The world team is five gymnasts. The cut to four for Tokyo hurts Carey’s chances of being selected for the U.S. Olympic team. A team of four will rely more on gymnasts who spread their talents across all four apparatuses, given three must be used on each apparatus in the team final.

Carey was seventh in the all-around at the U.S. Championships in August, but she was second on floor and vault behind Simone Biles.

Carey earned 2017 World silver medals on floor and vault, in her first year as an elite gymnast, at the only worlds in this Olympic cycle without a team event. Upon returning to Mountain Ridge High School in Glendale, Ariz., they honored her at a school-wide assembly.

Carey would have been a candidate for the 2018 World team, but she had to bow out from consideration to keep her path open to qualify for the Olympics individually.

Here in Stuttgart, Carey qualified first into Saturday’s vault final, topping Olympic and world champion Biles in qualifying by .001, and was third in qualifying on floor.

However, the top two in floor qualifying were Americans Biles and Sunisa Lee. A maximum of two gymnasts per country can compete in any individual final, meaning Carey can only enter Sunday’s floor final if Biles or Lee withdraws.

After worlds, Carey will return home to Arizona. She’s taking a gap year before joining the Oregon State gymnastics team. “It has kind of been a little boring,” not having classes, she said.

She will then head to Melbourne, Australia, in February for a World Cup meet.
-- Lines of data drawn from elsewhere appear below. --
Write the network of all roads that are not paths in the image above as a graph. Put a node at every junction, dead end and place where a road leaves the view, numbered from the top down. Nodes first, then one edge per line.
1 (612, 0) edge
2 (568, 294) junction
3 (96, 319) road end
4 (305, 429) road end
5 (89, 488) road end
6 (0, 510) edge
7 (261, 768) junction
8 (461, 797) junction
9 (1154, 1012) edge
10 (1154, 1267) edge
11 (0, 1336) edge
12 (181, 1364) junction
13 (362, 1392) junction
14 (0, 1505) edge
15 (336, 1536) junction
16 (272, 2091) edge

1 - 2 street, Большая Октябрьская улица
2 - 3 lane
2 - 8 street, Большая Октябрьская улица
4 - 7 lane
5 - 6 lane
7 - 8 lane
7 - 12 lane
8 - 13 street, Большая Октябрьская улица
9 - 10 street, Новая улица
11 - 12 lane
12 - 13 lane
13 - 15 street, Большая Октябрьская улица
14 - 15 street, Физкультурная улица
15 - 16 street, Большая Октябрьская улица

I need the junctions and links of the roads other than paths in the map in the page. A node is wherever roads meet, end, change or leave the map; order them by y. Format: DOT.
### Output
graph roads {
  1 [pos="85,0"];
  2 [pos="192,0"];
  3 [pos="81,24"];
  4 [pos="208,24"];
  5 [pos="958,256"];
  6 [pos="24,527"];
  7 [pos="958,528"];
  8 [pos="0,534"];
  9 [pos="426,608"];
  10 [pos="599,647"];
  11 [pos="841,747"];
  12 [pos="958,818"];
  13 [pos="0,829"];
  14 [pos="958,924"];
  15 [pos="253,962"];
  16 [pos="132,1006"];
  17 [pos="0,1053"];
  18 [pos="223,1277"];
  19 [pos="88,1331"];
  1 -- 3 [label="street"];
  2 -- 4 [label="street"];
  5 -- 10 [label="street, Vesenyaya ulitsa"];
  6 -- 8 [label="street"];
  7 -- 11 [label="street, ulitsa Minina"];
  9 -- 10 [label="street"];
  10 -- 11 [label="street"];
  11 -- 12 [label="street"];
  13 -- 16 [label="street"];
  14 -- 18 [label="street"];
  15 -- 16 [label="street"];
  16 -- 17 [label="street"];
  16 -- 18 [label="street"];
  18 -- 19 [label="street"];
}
Carey, who leads the floor and vault standings in Olympic qualifying with one spot available per apparatus, can essentially wrap up her Olympic spot by winning either event in Melbourne. It can’t become mathematically official until a later World Cup in Azerbaijan in March. But all signs point to a satisfying end to a 15-month qualifying journey that’s already taken the Careys to Germany, Azerbaijan and Qatar.

The reaction to qualifying for Tokyo will probably be an exhale more than a celebration, Brian said.

“And then realizing that everything’s not set in stone yet,” he said, “because we still have a lot to think about and to consider.”

Then she has a decision to make — accept the individual Olympic spot or turn it down and go through the U.S. Olympic trials process, hoping to be selected for the four-woman team. But turning down the individual spot could preclude the U.S. from qualifying another individual in her place, dropping their total roster size from six gymnasts to five.

“We’re keeping all options open right now,” Brian said.

She will continue to train on all four apparatuses because 1) any gymnast who qualifies for the Olympics in one individual event can compete on all four apparatuses in qualifying and 2) to keep her in all-around shape in case she declines the individual spot in pursuit of the U.S. team.

“Looking at a bunch of options,” Brian said. “Just trying to figure out the [Olympic team] selection committee and how they feel about certain things.”

He said it’s hard to choose Carey’s perfect scenario. Certainly wrapping up the individual Olympic spot. “Then sit and wait and see what happens after that,” Brian said.

What’s clear is that Carey is excited about moving to Oregon a week after the Tokyo Games. Most gymnasts end their elite, Olympic or world championships-level careers when they join college teams.

“She wants to enjoy the college experience,” Brian said.